* **Exercise prompt**
Using the listing below, show all lines that hold the word "Ribesstraat".

* **The data**
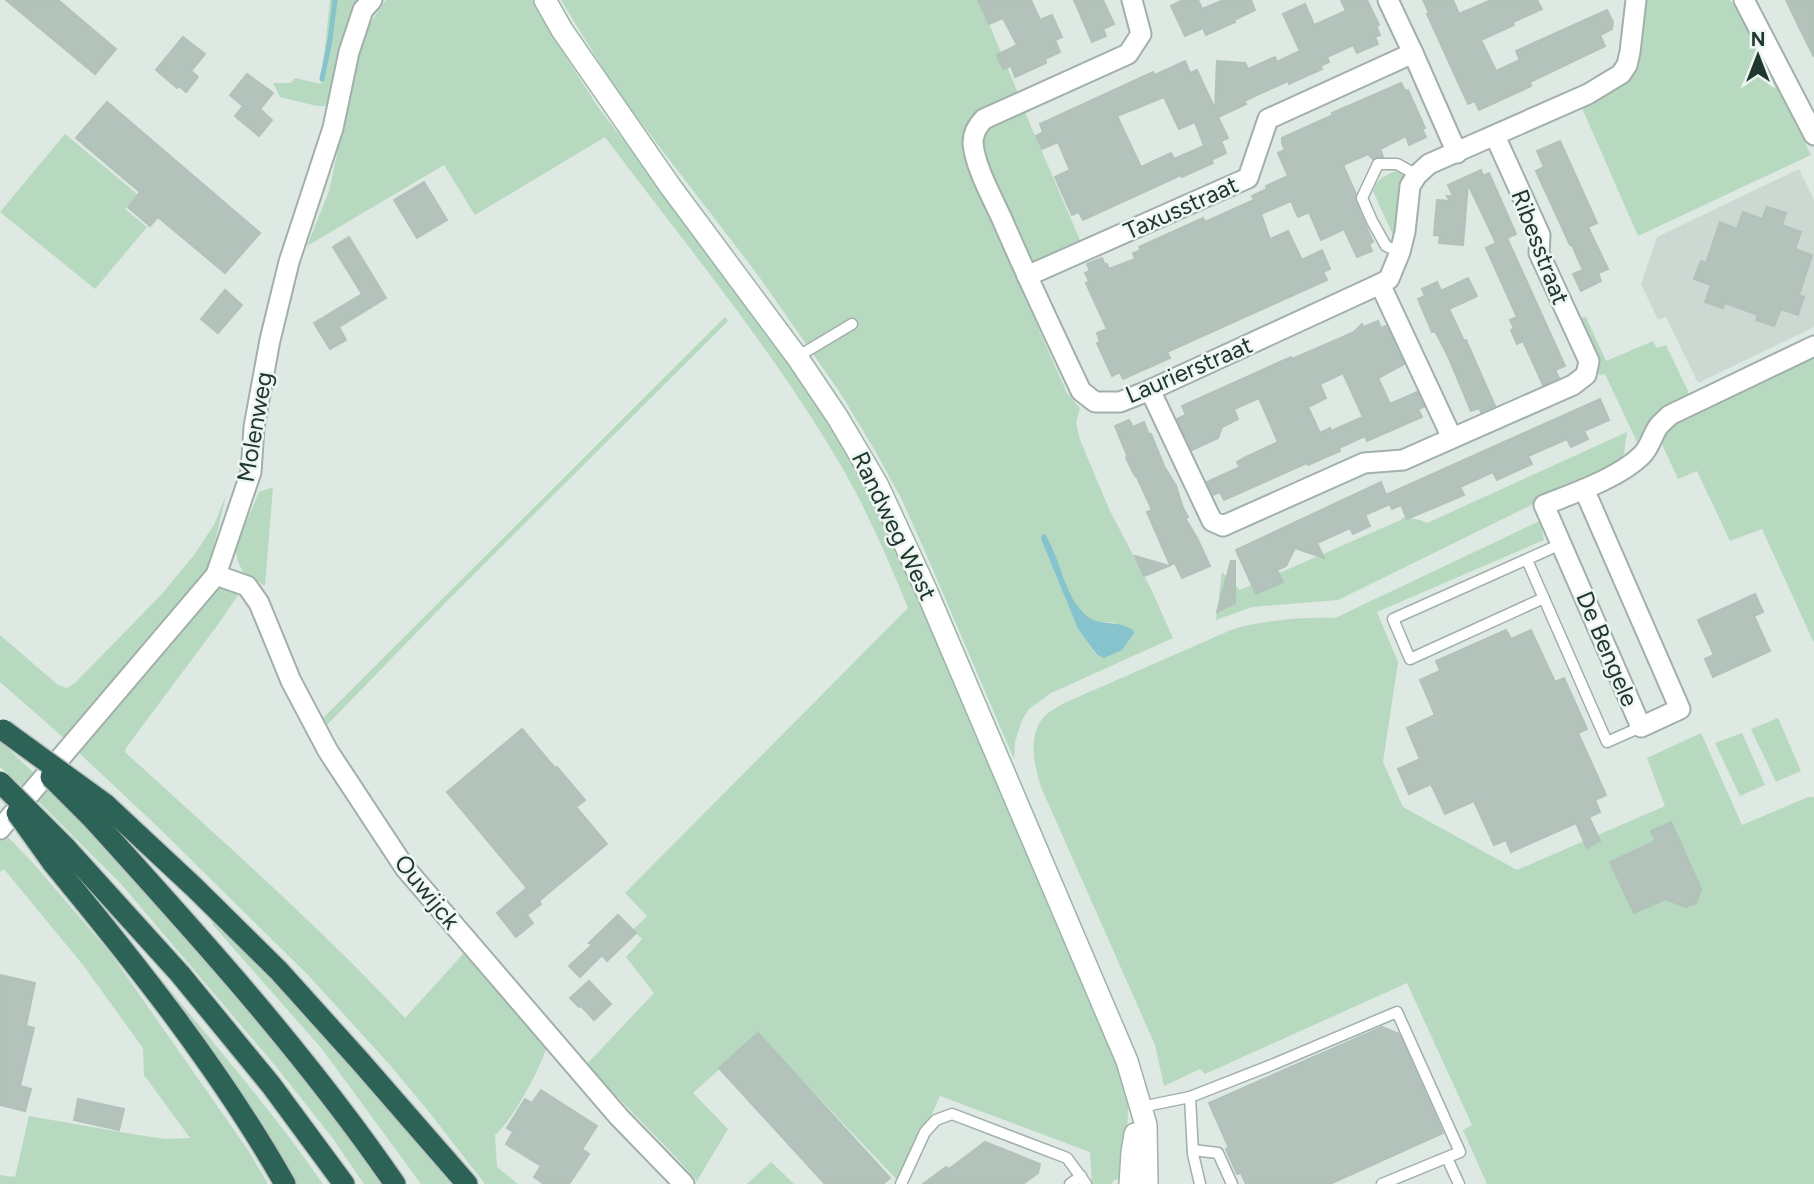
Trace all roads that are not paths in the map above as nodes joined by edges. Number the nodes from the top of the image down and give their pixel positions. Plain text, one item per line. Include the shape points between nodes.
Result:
1 (372, 0) edge
2 (545, 0) edge
3 (1132, 0) edge
4 (1388, 0) edge
5 (1636, 0) edge
6 (1744, 0) edge
7 (1413, 53) junction
8 (1814, 135) edge
9 (1495, 136) junction
10 (1457, 153) junction
11 (1417, 175) junction
12 (1399, 252) junction
13 (1027, 276) junction
14 (1380, 284) junction
15 (852, 324) dead end
16 (1814, 346) edge
17 (797, 357) junction
18 (1150, 390) junction
19 (1452, 438) junction
20 (1584, 489) junction
21 (1561, 544) junction
22 (1527, 560) junction
23 (216, 575) junction
24 (1544, 598) junction
25 (1641, 727) junction
26 (1, 728) edge
27 (0, 782) edge
28 (0, 789) edge
29 (98, 811) junction
30 (0, 829) edge
31 (59, 855) junction
32 (1190, 1097) junction
33 (1140, 1108) junction
34 (1193, 1150) junction
35 (1447, 1158) junction
36 (1084, 1180) edge
37 (285, 1184) edge
38 (344, 1184) edge
39 (395, 1184) edge
40 (467, 1184) edge
41 (684, 1184) edge
42 (901, 1184) edge
43 (1070, 1184) edge
44 (1130, 1184) edge
45 (1147, 1184) edge
46 (1200, 1184) edge
47 (1232, 1184) edge
48 (1382, 1184) edge
49 (1458, 1184) edge

1 - 23 street, Molenweg via 363,10 349,52 333,128 289,262 254,427 251,472
2 - 17 street, Randweg West via 670,186
3 - 13 street, Laurierstraat via 1141,34 1128,54 984,119 976,127 973,145 982,174
4 - 7 street
5 - 9 street via 1630,52 1621,74
6 - 8 street
7 - 10 street
7 - 13 street, Taxusstraat via 1268,119 1248,178
9 - 10 street
9 - 19 street, Ribesstraat via 1540,235 1539,254 1589,361 1586,374 1573,385
10 - 11 street via 1429,164
11 - 12 street via 1410,186
11 - 12 lane via 1397,164 1378,164 1362,198 1385,246
12 - 14 street via 1388,279
13 - 18 street, Laurierstraat via 1081,391 1095,402 1120,402
14 - 18 street, Laurierstraat
14 - 19 street
15 - 17 lane
16 - 20 street, De Bengele via 1670,415 1642,455
17 - 33 street, Randweg West via 877,484 928,592 1127,1061
18 - 19 street, Ribesstraat via 1212,521 1223,526 1364,463 1402,460
20 - 21 street, De Bengele via 1544,505
20 - 25 street, De Bengele via 1679,709
21 - 22 lane
21 - 25 street, De Bengele
22 - 24 lane
22 - 24 lane via 1393,619 1401,639 1410,659
23 - 30 street, Molenweg
23 - 41 street, Ouwijck via 247,586 260,603 291,681 328,751 405,869 619,1117
24 - 25 lane via 1607,742
26 - 29 highway, bridge
27 - 31 highway, bridge
28 - 31 highway, bridge
29 - 39 highway via 311,1072
29 - 40 highway via 195,888 279,971
31 - 37 highway via 174,1016
31 - 38 highway via 180,974
32 - 33 lane
32 - 34 lane
32 - 35 lane via 1396,1012 1460,1152
33 - 44 street, Randweg West
33 - 45 street, Randweg West via 1146,1125
34 - 46 lane
34 - 47 lane via 1218,1153
35 - 48 lane
35 - 49 lane
36 - 42 lane via 1067,1158 952,1114 936,1119 925,1132
36 - 43 lane

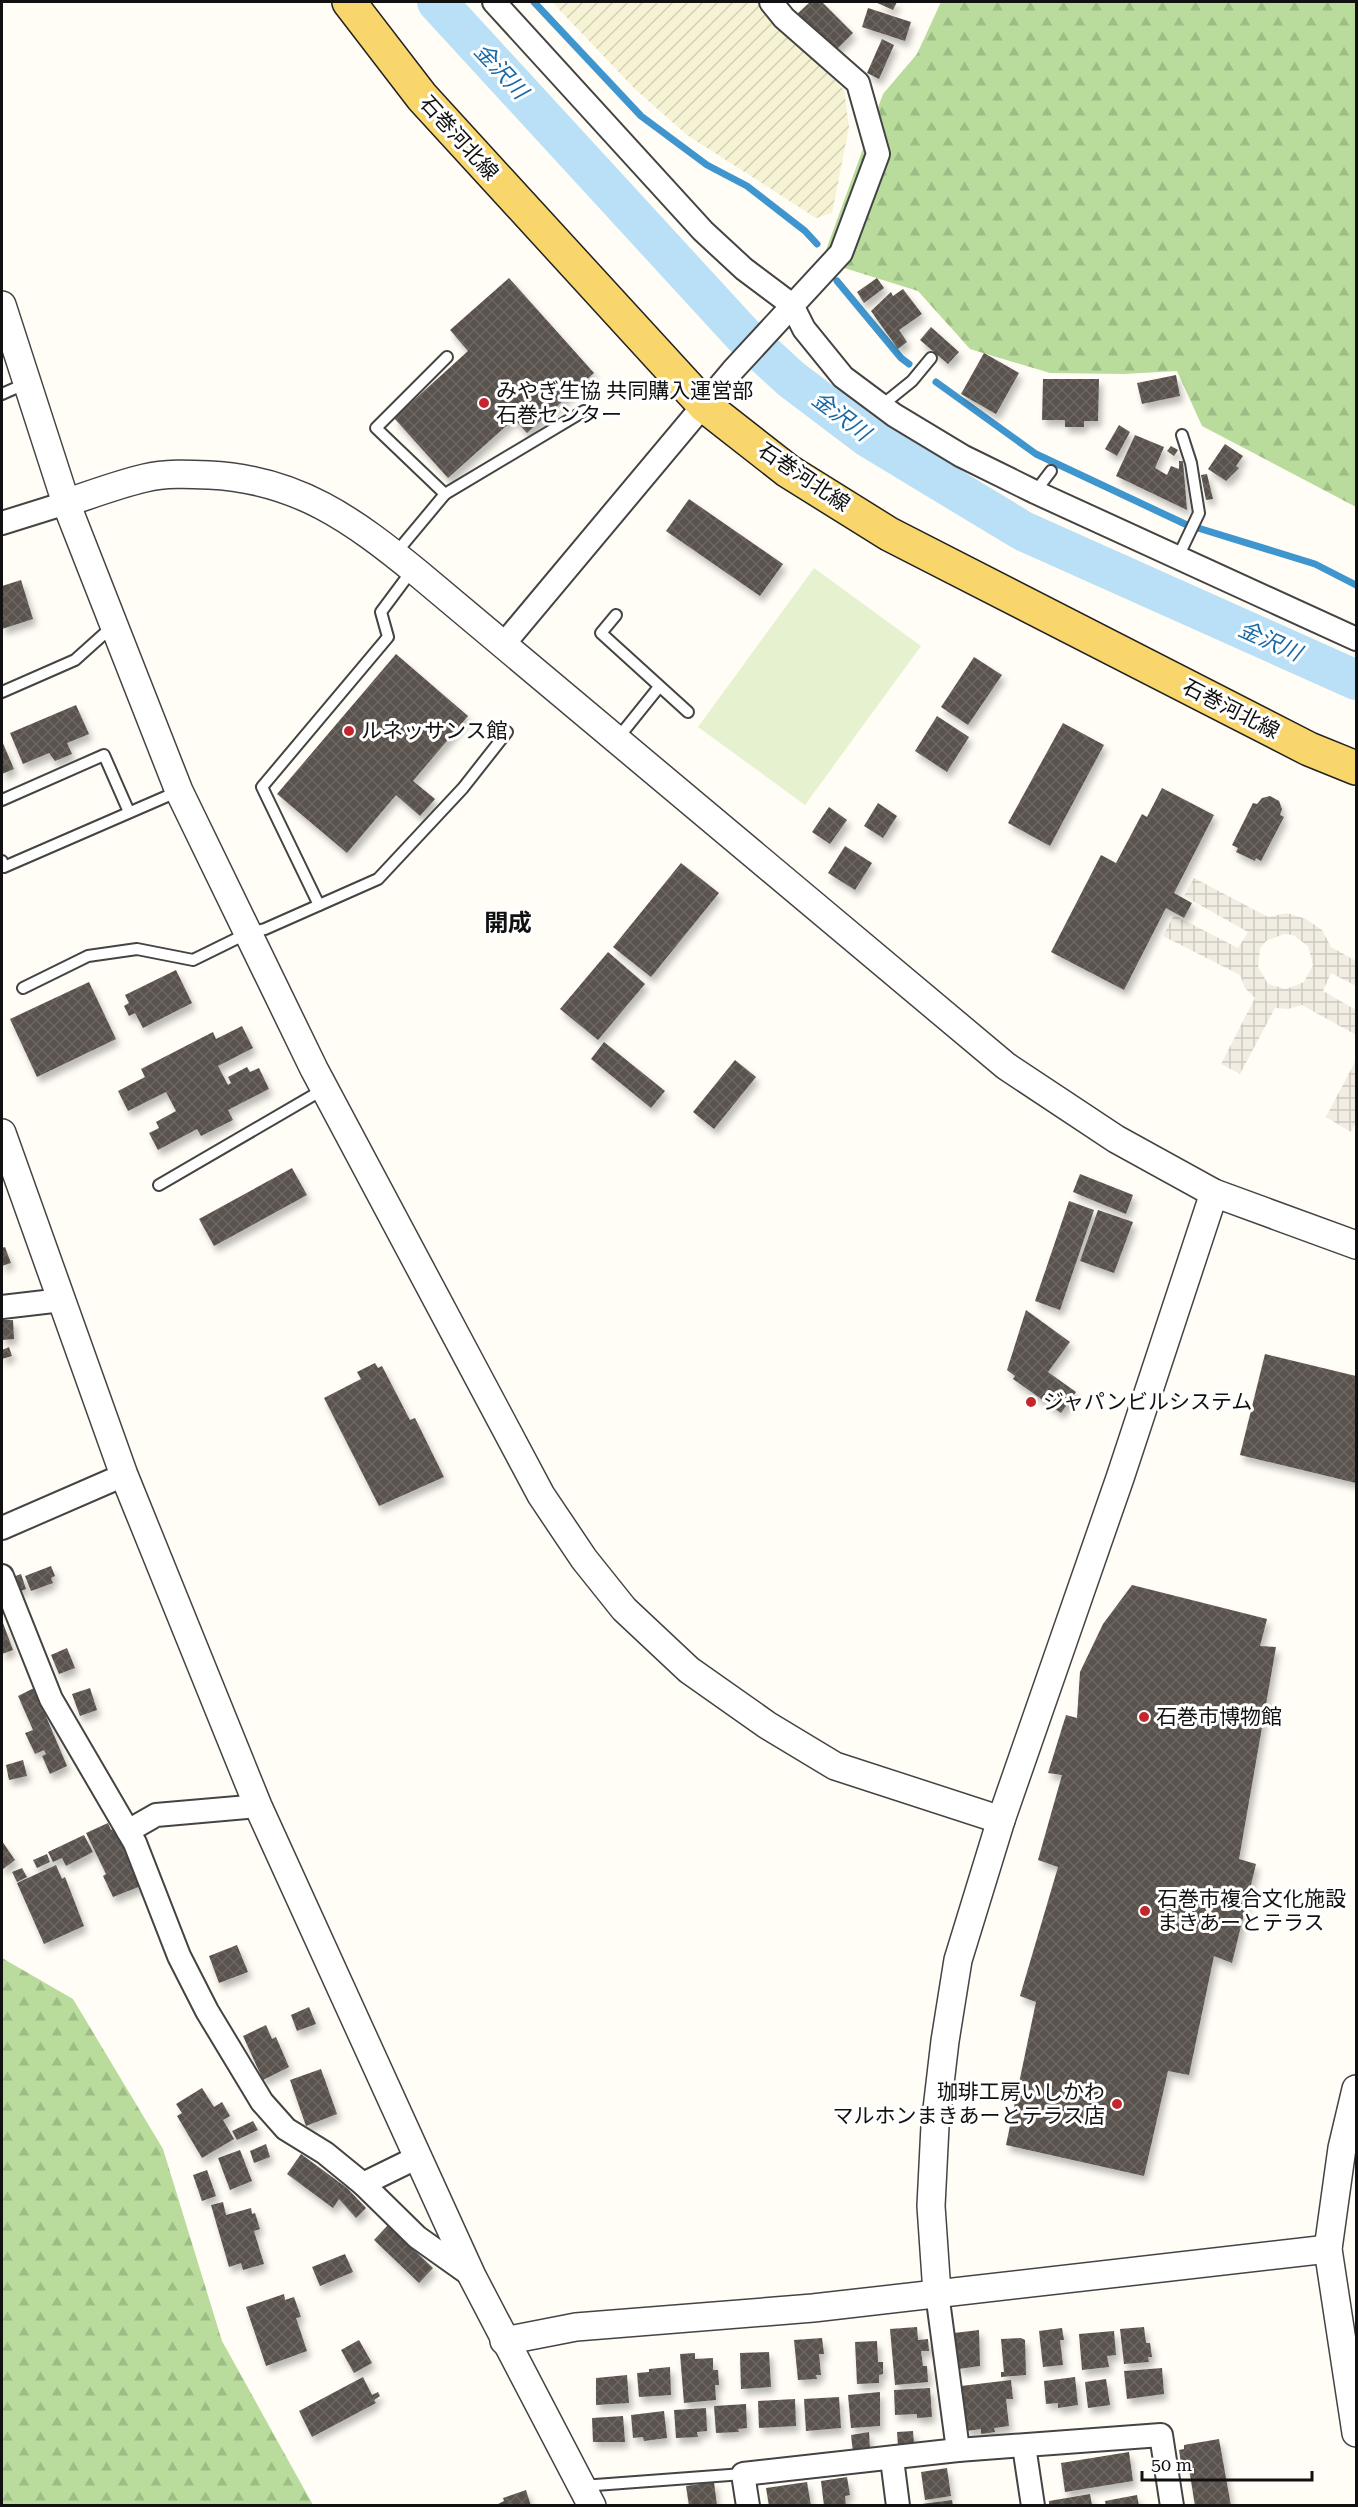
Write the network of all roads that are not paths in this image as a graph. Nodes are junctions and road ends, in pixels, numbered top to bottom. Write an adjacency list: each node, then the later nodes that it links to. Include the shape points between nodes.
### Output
1 (349, 2): 10 (main road, 石巻河北線, via 422,97)
2 (494, 2): 5 (street, via 703,231)
3 (771, 2): 5 (street, via 858,83 878,154 841,254)
4 (2, 305): 8 (street)
5 (787, 312): 10 (street); 11 (street, via 843,376)
6 (447, 357): 16 (lane, via 376,428)
7 (931, 358): 11 (lane, via 912,381)
8 (27, 383): 9 (lane); 17 (street)
9 (2, 394)
10 (705, 406): 24 (street); 30 (main road, 石巻河北線, via 788,471 889,534 1310,749)
11 (881, 406): 15 (street, via 962,456)
12 (584, 411): 16 (lane)
13 (1182, 435): 19 (lane, via 1199,513)
14 (1051, 471): 15 (lane)
15 (1035, 492): 19 (street)
16 (445, 494): 20 (lane)
17 (66, 503): 18 (street); 20 (street, via 146,477 186,474 265,481 349,519); 22 (street)
18 (2, 523)
19 (1182, 548): 23 (street)
20 (404, 562): 24 (street); 35 (lane, via 381,612 388,637 262,788)
21 (616, 615): 25 (lane, via 601,633)
22 (114, 625): 26 (lane, via 75,660); 31 (street)
23 (1356, 639)
24 (503, 645): 29 (street)
25 (659, 687): 27 (lane); 29 (lane)
26 (2, 692)
27 (688, 712)
28 (507, 732): 35 (lane, via 463,788 378,879)
29 (616, 741): 41 (street, via 1006,1066 1116,1139)
30 (1356, 768)
31 (179, 791): 33 (lane); 36 (street)
32 (2, 800): 33 (lane, via 104,755)
33 (129, 813): 34 (lane, via 4,867)
34 (2, 861)
35 (319, 905): 36 (lane)
36 (248, 933): 37 (lane, via 193,960 137,949 88,956); 38 (street)
37 (23, 988)
38 (324, 1089): 40 (lane); 49 (street, via 541,1495 624,1609 689,1670 767,1725 835,1766)
39 (2, 1133): 43 (street)
40 (159, 1185)
41 (1214, 1193): 42 (street); 49 (street)
42 (1356, 1245)
43 (62, 1300): 44 (street); 45 (street)
44 (2, 1307)
45 (124, 1475): 46 (street); 48 (street)
46 (2, 1528)
47 (2, 1576): 50 (street, via 51,1699)
48 (258, 1806): 50 (street, via 156,1815); 52 (street)
49 (1001, 1820): 56 (street, via 958,1960 945,2042 931,2206)
50 (128, 1831): 53 (street, via 149,1874 179,1956 262,2102 286,2129 325,2153)
51 (1356, 2089): 54 (street, via 1342,2148)
52 (418, 2157): 53 (street); 55 (street)
53 (363, 2184): 55 (street, via 417,2237)
54 (1328, 2249): 56 (street); 58 (street)
55 (472, 2276): 57 (street)
56 (937, 2293): 57 (street, via 813,2308 576,2327); 60 (street)
57 (504, 2341): 63 (street)
58 (1356, 2433)
59 (1024, 2446): 60 (street); 66 (street); 67 (street, via 1161,2434)
60 (958, 2450): 61 (street)
61 (892, 2459): 62 (street); 65 (street)
62 (743, 2474): 63 (lane); 64 (street)
63 (587, 2496)
64 (748, 2505)
65 (898, 2505)
66 (1033, 2505)
67 (1172, 2505)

* **Answer for this exercise**
9 - 19 street, Ribesstraat via 1540,235 1539,254 1589,361 1586,374 1573,385
18 - 19 street, Ribesstraat via 1212,521 1223,526 1364,463 1402,460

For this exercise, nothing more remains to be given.